(Exercise)
Each line in the data holding "Drive" should be listed.

(Stored data entries)
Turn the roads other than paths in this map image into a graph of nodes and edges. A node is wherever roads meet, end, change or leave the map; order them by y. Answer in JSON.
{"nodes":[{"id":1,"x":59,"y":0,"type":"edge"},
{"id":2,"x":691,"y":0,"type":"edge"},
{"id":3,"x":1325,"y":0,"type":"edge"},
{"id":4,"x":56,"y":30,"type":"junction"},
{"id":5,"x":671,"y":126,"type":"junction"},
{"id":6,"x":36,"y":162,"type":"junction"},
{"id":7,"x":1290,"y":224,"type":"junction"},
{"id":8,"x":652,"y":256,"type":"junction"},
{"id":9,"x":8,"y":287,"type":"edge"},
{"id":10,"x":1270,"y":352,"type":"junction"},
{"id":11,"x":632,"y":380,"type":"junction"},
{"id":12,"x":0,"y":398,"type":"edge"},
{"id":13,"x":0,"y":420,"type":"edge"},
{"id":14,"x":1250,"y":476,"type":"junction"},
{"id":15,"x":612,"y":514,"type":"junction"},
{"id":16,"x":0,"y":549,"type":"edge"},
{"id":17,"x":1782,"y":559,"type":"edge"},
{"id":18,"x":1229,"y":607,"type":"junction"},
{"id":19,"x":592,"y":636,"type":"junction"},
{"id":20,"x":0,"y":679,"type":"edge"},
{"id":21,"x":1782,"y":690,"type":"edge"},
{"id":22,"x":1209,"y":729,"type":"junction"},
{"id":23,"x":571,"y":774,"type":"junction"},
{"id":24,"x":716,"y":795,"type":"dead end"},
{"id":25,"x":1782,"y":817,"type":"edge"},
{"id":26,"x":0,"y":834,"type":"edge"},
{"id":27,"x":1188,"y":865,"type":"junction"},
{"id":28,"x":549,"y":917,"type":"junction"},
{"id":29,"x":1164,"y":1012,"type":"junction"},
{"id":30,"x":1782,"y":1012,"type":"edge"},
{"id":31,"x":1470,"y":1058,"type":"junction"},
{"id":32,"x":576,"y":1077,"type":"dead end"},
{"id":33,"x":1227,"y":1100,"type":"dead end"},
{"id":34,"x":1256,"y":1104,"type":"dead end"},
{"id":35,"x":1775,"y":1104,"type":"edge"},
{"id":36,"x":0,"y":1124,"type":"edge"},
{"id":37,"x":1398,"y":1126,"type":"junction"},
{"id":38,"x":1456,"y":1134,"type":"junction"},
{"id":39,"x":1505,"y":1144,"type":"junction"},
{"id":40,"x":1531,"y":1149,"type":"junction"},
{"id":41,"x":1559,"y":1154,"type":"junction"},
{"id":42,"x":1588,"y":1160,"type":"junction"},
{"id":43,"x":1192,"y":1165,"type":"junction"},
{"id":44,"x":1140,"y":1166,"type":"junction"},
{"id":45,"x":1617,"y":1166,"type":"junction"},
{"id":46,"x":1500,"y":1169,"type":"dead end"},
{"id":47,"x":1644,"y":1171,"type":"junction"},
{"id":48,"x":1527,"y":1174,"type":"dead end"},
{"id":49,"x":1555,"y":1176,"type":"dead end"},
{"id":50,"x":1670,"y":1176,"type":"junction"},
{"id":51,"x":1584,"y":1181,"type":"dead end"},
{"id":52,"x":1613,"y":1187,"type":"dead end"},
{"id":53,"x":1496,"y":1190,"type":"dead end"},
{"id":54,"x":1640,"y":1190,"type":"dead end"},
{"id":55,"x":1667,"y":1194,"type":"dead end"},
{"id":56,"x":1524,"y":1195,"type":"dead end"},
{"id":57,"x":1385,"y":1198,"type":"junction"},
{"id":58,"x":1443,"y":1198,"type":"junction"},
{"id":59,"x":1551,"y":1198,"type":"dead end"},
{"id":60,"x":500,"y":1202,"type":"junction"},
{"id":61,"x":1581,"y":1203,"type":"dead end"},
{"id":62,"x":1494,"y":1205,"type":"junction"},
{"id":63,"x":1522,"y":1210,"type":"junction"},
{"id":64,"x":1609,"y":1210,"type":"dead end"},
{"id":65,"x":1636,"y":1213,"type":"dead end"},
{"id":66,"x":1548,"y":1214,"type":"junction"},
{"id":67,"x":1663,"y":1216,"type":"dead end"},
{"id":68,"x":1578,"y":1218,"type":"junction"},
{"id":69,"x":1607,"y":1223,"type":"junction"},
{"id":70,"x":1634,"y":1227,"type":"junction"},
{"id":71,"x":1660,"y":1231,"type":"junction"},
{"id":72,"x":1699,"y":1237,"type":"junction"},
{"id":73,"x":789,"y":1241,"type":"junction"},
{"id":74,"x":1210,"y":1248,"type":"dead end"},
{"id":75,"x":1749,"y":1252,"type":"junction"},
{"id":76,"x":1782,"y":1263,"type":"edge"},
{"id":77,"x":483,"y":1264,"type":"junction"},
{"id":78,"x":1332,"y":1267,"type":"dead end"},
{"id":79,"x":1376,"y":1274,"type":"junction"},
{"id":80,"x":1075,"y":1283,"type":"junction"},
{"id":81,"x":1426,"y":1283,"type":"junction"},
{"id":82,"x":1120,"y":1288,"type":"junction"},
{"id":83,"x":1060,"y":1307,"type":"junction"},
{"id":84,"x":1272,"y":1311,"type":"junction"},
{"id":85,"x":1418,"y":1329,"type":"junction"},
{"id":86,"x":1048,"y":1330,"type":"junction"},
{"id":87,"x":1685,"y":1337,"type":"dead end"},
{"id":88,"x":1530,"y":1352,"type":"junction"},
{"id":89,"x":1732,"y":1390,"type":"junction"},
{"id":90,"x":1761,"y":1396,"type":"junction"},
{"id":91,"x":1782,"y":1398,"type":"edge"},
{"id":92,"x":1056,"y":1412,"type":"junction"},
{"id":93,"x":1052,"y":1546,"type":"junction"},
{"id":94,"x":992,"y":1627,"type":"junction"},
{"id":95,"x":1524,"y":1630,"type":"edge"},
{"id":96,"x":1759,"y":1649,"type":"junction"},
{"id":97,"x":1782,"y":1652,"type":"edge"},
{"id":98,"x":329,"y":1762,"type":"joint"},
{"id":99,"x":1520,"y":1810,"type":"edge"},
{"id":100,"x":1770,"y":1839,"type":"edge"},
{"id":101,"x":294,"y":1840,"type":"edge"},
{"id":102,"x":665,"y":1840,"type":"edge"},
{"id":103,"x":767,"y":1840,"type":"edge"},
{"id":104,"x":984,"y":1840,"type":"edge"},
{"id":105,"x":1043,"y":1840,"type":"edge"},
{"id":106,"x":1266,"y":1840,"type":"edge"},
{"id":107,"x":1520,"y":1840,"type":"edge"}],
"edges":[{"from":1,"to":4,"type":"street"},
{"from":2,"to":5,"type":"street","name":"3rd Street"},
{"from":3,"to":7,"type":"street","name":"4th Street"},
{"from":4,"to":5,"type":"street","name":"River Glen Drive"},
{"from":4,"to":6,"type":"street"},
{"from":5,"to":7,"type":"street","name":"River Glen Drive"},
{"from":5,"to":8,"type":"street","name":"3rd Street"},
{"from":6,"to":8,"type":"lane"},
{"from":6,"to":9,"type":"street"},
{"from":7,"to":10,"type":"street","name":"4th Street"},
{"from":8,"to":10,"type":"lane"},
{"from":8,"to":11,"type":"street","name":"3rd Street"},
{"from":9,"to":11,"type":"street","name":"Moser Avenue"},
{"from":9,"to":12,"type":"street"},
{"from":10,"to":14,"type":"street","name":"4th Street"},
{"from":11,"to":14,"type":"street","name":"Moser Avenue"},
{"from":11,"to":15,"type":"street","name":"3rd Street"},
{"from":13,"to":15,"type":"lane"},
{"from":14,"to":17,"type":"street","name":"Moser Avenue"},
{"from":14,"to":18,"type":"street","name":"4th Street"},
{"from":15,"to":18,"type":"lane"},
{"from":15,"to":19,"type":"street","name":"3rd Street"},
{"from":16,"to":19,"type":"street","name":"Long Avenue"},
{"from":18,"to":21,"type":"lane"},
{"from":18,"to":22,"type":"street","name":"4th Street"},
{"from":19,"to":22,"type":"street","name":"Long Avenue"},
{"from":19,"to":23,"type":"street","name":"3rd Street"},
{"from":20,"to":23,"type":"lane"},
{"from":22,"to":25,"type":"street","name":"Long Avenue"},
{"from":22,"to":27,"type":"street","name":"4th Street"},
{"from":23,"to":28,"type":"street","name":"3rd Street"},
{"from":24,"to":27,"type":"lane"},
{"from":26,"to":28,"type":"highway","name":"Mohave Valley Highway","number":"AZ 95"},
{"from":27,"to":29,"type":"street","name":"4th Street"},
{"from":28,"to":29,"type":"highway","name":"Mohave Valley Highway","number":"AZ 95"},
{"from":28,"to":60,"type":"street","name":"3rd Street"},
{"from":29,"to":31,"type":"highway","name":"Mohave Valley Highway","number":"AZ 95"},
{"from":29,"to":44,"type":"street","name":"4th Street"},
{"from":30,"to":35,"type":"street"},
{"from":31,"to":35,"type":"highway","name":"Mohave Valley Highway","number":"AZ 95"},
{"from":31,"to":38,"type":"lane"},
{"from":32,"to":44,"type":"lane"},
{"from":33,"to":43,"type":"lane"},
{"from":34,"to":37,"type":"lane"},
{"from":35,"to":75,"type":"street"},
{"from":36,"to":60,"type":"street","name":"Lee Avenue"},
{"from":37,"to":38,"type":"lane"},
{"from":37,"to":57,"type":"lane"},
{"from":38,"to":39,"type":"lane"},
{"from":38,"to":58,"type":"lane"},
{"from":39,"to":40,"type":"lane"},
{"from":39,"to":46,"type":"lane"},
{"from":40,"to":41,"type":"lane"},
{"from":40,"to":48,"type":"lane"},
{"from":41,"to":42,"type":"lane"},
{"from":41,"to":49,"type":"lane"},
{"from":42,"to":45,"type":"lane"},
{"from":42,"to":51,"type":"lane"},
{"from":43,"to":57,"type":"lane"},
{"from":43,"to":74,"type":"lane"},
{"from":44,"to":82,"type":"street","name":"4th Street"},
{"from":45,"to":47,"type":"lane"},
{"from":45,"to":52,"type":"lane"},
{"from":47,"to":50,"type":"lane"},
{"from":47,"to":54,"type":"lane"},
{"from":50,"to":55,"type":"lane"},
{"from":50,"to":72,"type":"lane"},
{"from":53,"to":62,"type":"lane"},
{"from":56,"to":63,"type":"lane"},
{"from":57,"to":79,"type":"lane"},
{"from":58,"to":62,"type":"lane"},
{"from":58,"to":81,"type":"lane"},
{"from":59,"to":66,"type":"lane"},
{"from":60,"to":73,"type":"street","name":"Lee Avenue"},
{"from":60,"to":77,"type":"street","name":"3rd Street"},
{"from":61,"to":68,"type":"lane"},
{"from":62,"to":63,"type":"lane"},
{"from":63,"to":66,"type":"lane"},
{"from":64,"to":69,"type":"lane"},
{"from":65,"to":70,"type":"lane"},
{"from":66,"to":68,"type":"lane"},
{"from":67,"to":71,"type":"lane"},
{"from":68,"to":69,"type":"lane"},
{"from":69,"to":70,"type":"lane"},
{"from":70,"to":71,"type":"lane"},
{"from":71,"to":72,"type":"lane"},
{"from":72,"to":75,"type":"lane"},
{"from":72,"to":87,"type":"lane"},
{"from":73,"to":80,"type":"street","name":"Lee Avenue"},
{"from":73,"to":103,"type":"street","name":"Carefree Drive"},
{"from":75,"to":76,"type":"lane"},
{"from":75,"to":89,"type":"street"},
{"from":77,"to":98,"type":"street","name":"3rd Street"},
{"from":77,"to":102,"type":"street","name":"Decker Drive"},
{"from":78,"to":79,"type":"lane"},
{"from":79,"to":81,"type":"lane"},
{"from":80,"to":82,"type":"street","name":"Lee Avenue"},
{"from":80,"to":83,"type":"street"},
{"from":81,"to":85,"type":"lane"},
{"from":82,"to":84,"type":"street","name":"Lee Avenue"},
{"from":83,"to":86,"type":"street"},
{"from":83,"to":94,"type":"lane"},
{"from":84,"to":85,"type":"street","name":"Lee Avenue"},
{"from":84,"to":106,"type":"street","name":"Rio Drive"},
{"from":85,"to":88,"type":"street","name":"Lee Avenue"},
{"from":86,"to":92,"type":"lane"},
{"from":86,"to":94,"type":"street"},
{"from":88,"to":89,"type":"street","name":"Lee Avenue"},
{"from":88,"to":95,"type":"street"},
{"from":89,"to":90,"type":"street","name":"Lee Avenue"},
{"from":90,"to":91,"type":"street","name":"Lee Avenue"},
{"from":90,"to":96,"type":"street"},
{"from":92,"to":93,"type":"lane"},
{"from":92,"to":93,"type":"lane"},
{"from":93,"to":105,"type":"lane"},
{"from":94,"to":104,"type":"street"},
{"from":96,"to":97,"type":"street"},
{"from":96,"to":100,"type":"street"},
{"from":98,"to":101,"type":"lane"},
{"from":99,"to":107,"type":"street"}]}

(Written solution)
{"from":4,"to":5,"type":"street","name":"River Glen Drive"},
{"from":5,"to":7,"type":"street","name":"River Glen Drive"},
{"from":73,"to":103,"type":"street","name":"Carefree Drive"},
{"from":77,"to":102,"type":"street","name":"Decker Drive"},
{"from":84,"to":106,"type":"street","name":"Rio Drive"},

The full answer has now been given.